A meta-analysis demonstrates that angiotensin converting enzyme (ACE) inhibitors provide a survival benefit in patients with diabetic nephropathy, whereas no such evidence exists for angiotensin II receptor antagonists (AIIRAs). Both classes of drugs prevent progression of nephropathy and promote regression to normoalbuminuria.

The meta-analysis included almost exclusively placebo-controlled trials, making comparison of the relative effects of ACE inhibitors and AIIRAs on survival difficult, according to the study authors. "True differences in the relative effects of ACE inhibitors and AIIRAs can be established only by adequately powered trials that directly compare the two agents, which unfortunately are not available," they write.

Forty-three trials in which ACE inhibitors or AIIRAs were compared with placebo or each other in patients with micro- or macroalbuminuria were identified through a search of Medline, Embase, and a renal group trial register. Thirty-six trials compared ACE inhibitors with placebo (N=4,008), 4 compared AIIRAs with placebo (N=3,331), and 3 compared ACE inhibitors with AIIRAs (N=206). Additional study data were obtained from study authors, when possible, to evaluate all outcomes of interest (eg, all-cause death and renal outcomes).

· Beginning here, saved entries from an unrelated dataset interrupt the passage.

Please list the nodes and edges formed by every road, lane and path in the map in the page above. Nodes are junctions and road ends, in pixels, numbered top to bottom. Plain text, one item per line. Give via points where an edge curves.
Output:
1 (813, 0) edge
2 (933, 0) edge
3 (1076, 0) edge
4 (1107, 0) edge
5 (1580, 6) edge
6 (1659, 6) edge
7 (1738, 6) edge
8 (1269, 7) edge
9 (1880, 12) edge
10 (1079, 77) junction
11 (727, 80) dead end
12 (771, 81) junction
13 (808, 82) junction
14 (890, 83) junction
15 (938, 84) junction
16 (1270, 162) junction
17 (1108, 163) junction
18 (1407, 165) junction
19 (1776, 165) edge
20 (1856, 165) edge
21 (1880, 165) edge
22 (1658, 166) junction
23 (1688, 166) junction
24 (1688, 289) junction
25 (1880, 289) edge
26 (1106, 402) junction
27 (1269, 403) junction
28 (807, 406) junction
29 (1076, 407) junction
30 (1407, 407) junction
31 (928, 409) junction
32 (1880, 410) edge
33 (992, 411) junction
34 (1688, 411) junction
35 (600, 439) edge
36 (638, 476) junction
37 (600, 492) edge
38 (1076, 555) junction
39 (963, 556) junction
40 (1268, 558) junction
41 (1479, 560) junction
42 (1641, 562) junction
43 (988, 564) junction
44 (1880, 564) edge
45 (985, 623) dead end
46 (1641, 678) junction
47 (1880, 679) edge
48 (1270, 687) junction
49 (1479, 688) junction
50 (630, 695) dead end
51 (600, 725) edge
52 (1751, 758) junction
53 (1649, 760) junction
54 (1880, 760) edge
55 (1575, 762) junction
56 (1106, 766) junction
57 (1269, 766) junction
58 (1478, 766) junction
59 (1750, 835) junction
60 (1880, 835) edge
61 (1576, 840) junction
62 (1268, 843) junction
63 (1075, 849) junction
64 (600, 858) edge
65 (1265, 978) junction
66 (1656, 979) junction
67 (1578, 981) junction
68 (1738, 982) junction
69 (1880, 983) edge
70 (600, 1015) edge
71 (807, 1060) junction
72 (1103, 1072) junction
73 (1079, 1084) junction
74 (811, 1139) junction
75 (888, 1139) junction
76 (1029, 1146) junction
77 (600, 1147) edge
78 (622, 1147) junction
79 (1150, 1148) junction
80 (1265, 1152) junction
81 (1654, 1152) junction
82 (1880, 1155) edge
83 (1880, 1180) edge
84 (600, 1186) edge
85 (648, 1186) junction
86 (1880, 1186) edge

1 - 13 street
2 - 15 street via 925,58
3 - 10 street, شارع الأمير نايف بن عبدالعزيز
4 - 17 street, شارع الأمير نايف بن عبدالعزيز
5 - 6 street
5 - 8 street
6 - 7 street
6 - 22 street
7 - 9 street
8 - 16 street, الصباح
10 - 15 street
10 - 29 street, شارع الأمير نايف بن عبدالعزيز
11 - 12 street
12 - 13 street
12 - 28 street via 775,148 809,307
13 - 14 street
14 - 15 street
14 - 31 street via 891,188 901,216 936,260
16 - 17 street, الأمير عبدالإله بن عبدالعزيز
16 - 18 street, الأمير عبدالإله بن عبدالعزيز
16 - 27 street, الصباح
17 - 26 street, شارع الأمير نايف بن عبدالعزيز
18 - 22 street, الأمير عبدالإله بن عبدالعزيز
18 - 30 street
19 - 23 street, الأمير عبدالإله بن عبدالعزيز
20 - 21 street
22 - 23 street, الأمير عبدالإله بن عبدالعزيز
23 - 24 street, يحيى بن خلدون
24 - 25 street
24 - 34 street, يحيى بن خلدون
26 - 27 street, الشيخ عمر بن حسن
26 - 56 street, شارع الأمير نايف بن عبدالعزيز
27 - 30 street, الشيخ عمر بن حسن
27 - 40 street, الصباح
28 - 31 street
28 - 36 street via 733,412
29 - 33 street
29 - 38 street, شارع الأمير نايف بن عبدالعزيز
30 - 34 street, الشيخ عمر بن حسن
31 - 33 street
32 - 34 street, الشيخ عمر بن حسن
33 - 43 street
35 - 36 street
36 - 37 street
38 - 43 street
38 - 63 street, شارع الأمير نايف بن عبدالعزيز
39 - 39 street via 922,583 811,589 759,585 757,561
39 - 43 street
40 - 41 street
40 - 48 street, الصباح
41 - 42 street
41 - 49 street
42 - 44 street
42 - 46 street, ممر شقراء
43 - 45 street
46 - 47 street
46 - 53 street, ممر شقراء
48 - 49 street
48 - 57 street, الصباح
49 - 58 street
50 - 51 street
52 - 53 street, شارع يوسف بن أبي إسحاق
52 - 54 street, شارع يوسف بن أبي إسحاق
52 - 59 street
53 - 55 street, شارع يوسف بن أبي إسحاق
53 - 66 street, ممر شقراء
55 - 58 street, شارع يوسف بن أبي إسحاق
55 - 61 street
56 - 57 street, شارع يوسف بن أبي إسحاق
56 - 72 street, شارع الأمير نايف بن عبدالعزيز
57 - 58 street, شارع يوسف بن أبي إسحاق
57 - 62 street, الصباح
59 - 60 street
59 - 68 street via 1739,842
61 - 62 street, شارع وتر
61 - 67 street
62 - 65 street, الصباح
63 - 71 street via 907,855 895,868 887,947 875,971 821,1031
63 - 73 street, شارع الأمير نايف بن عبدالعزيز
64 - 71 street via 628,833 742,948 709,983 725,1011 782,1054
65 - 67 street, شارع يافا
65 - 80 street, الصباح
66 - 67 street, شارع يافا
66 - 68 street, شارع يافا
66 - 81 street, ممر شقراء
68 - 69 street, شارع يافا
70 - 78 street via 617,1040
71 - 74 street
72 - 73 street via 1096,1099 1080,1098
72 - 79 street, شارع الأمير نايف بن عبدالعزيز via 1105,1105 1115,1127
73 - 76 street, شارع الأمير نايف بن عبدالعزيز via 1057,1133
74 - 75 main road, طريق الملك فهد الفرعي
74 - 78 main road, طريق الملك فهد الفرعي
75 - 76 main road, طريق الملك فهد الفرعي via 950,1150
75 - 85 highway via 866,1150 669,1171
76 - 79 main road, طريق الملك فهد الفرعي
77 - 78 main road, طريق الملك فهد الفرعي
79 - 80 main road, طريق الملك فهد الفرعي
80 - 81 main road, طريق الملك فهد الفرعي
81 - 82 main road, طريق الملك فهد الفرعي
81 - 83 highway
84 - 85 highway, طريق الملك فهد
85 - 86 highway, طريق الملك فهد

Compared with placebo, ACE inhibitors were associated with reductions in a doubling of serum creatinine concentration and the development of end-stage renal disease, which approached but did not achieve significance. ACE inhibitors significantly reduced the risk of progression from micro- to macroalbuminuria by 55% (95% CI, 0.28–0.71) and significantly increased the rate of regression from micro- to normoalbuminuria by more than 3-fold (RR=3.42; 95% CI, 1.95–5.99).

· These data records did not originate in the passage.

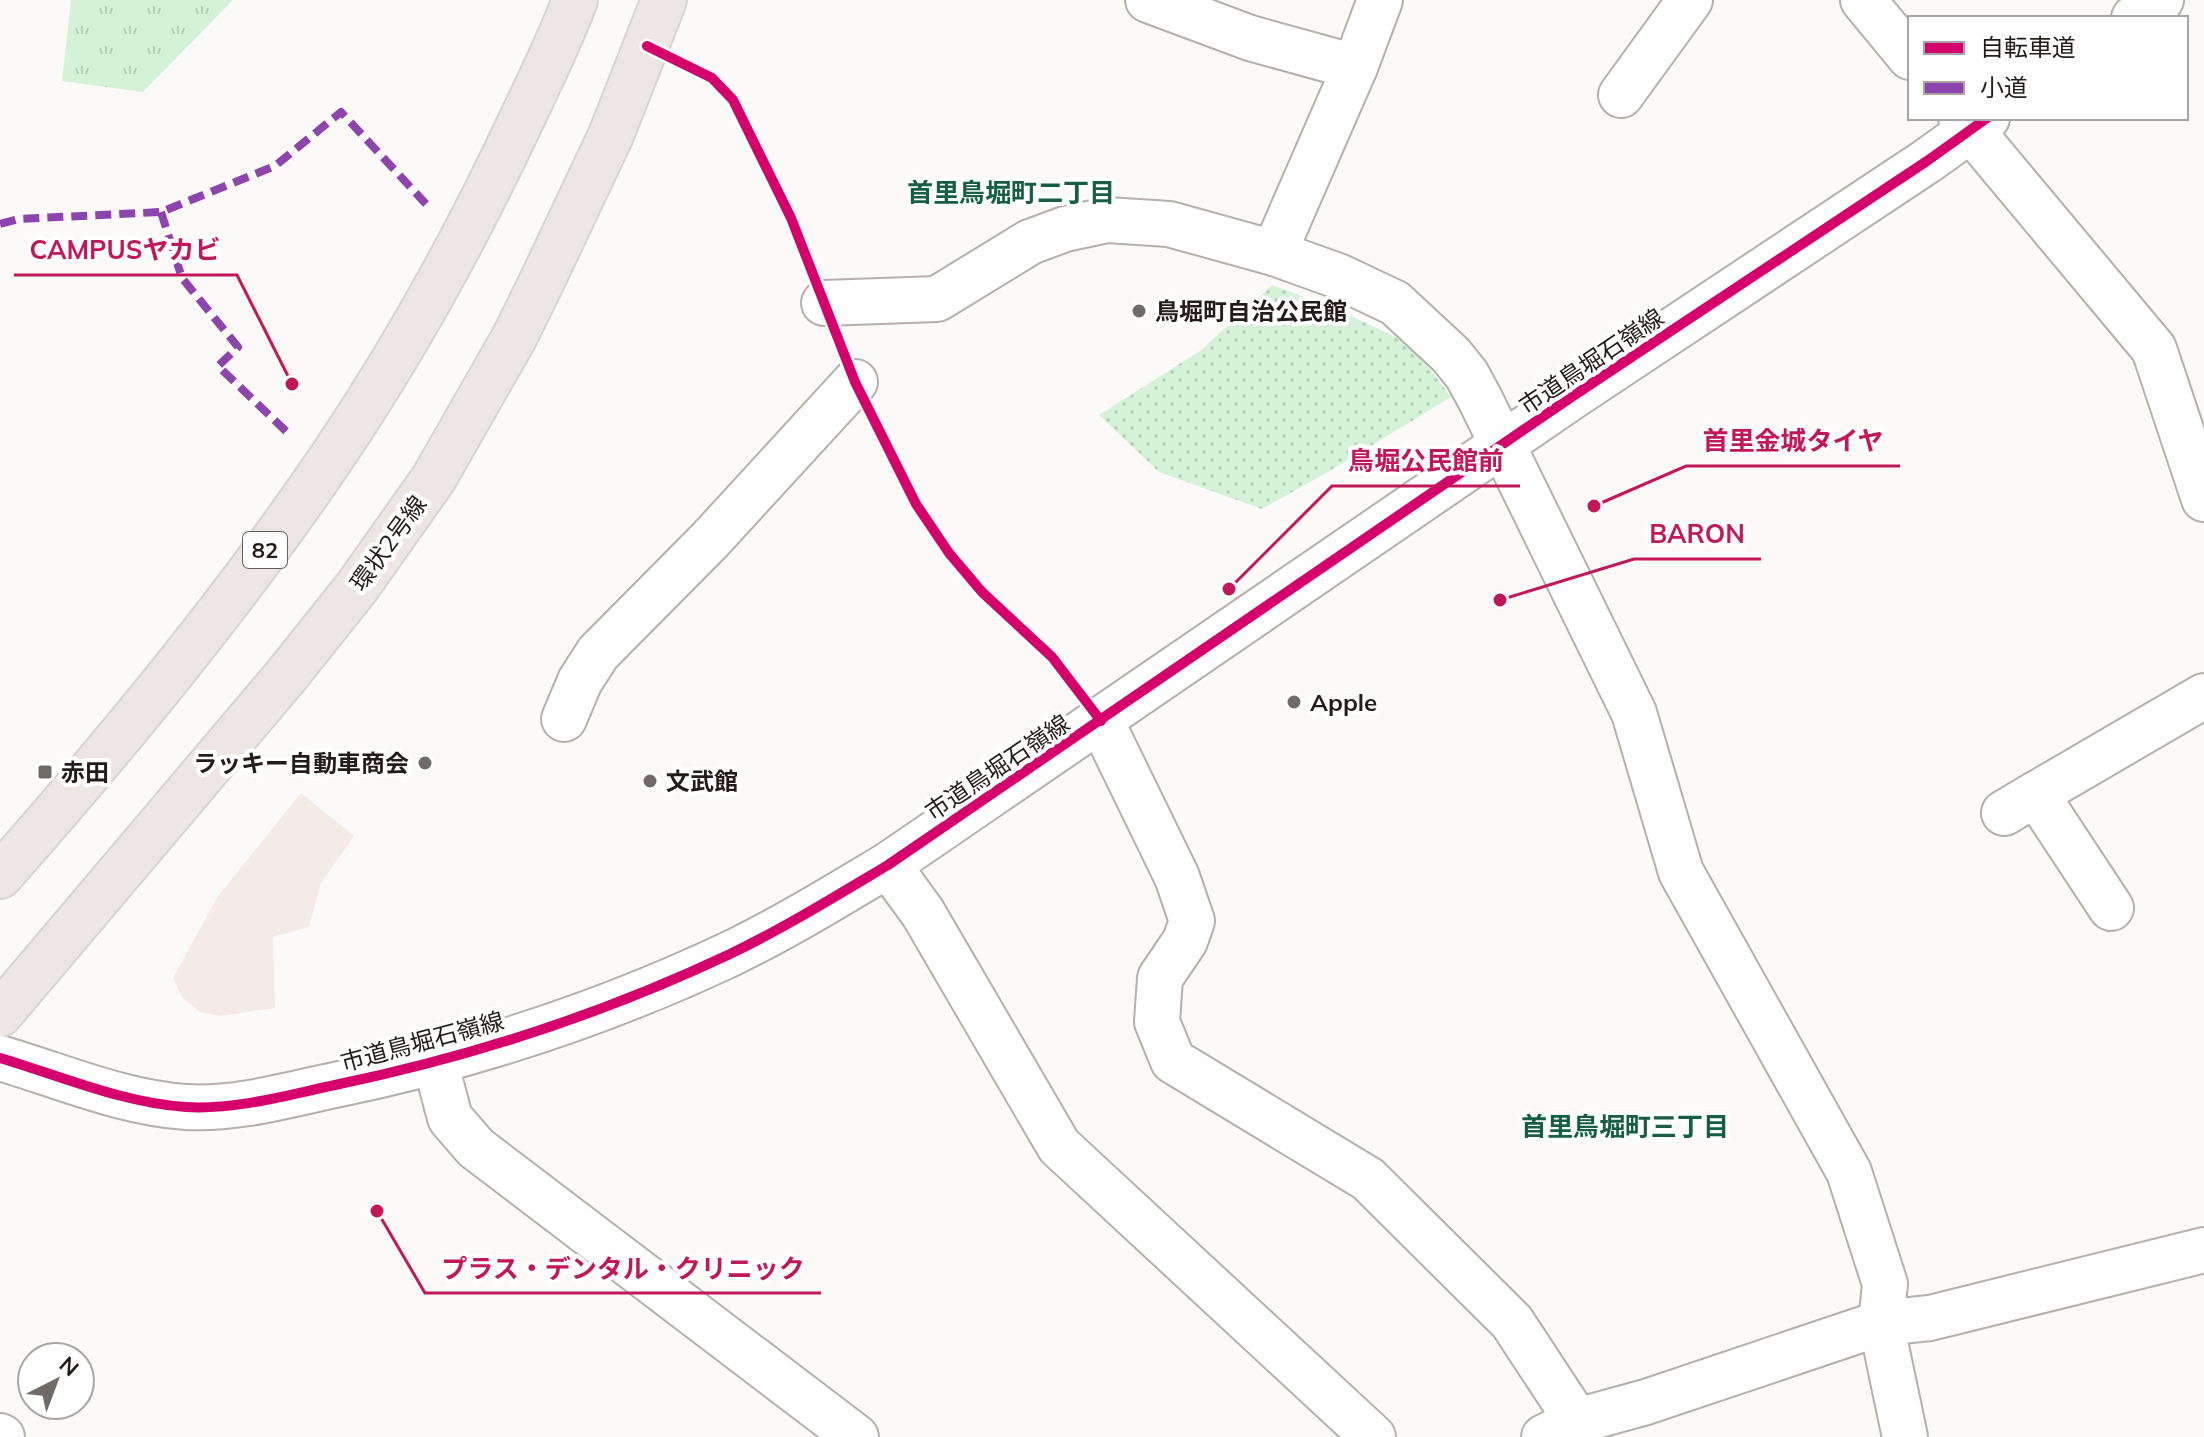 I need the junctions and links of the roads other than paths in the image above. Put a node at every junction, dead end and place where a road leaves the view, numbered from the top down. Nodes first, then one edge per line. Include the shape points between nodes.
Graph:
1 (575, 0) edge
2 (664, 0) edge
3 (1148, 0) edge
4 (1380, 0) edge
5 (1690, 0) edge
6 (1863, 0) edge
7 (2161, 0) edge
8 (2137, 16) edge
9 (1908, 55) edge
10 (1355, 67) junction
11 (1621, 95) dead end
12 (1972, 122) edge
13 (1274, 253) junction
14 (824, 303) dead end
15 (855, 382) dead end
16 (1503, 445) junction
17 (2204, 499) edge
18 (2204, 696) edge
19 (564, 719) dead end
20 (1101, 721) junction
21 (888, 865) junction
22 (0, 876) edge
23 (2111, 908) dead end
24 (0, 1014) edge
25 (0, 1058) edge
26 (435, 1061) junction
27 (2204, 1250) edge
28 (1881, 1323) junction
29 (1561, 1429) edge
30 (856, 1437) edge
31 (1373, 1437) edge
32 (1905, 1437) edge

1 - 22 main road, 82 via 487,193 435,290 334,453 221,609
2 - 24 main road, 環状2号線 via 611,135 543,279 434,478 286,676
3 - 10 street via 1250,38
4 - 10 street
5 - 11 street
6 - 9 street
7 - 8 street
10 - 13 street
12 - 16 street, 市道鳥堀石嶺線 via 1927,161
12 - 17 street via 2154,349
13 - 14 street via 1169,224 1107,220 1030,242 937,299
13 - 16 street via 1395,303 1467,375
15 - 19 street via 598,653
16 - 20 street, 市道鳥堀石嶺線
16 - 28 street via 1634,713 1681,872 1849,1172 1885,1284
18 - 23 street via 2020,804
20 - 21 street, 市道鳥堀石嶺線
20 - 29 street via 1177,877 1192,921 1160,978 1157,1022 1173,1061 1368,1179 1512,1322
21 - 26 street, 市道鳥堀石嶺線 via 781,928 674,979 557,1024
21 - 31 street via 923,913 1059,1146
25 - 26 street, 市道鳥堀石嶺線 via 136,1099 186,1107 214,1107 340,1084
26 - 30 street via 450,1118 476,1148
27 - 28 street via 1930,1318
28 - 29 street
28 - 32 street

Three trials in which AIIRAs were compared with placebo showed a significant 22% reduction in the risk of end-stage renal disease (95% CI, 0.67–0.91) and a significant 21% reduction in the risk of doubling of serum creatinine (95% CI, 0.67–0.93) with AIIRAs. Three placebo-controlled trials also demonstrated a significant 51% decrease in the risk of progression from micro- to macroalbuminuria with therapy (95% CI, 0.32–0.75), and 2 trials showed a significant increase in the rate of regression from micro- to normoalbuminuria (RR=1.42; 95% CI, 1.05–1.93).

The 3 trials in which ACE inhibitors were compared with AIIRAs did not report on all-cause mortality, end-stage renal disease, or doubling of serum creatinine; in 1 trial, a trend existed favoring ACE inhibitors in reducing the risk of progression from micro- to macroalbuminuria (RR=0.16; 95% CI, 0.02–1.44).

The effect of ACE inhibitors on all-cause mortality did not vary according to type of diabetes, presence or absence of hypertension, or microalbuminuria compared with macroalbu-minuria at baseline.

The authors concluded that the designs of the trials, including the patient populations studied, their risk of renal disease at baseline, and achieved blood pressure differences compared with placebo, may explain some of the differences observed in the results between the 2 classes of agents.

SOURCE Strippoli GFM, Craig M, Deeks JJ, Schena FP, Craig JC. Effects of angiotensin converting enzyme inhibitors and angiotensin II receptor antagonists on mortality and renal outcomes in diabetic nephropathy: systematic review. BMJ [serial online]. October 2004;329:1-12. Available from BMJ Publishing Group, Limited, London, England. Accessed February 23, 2005.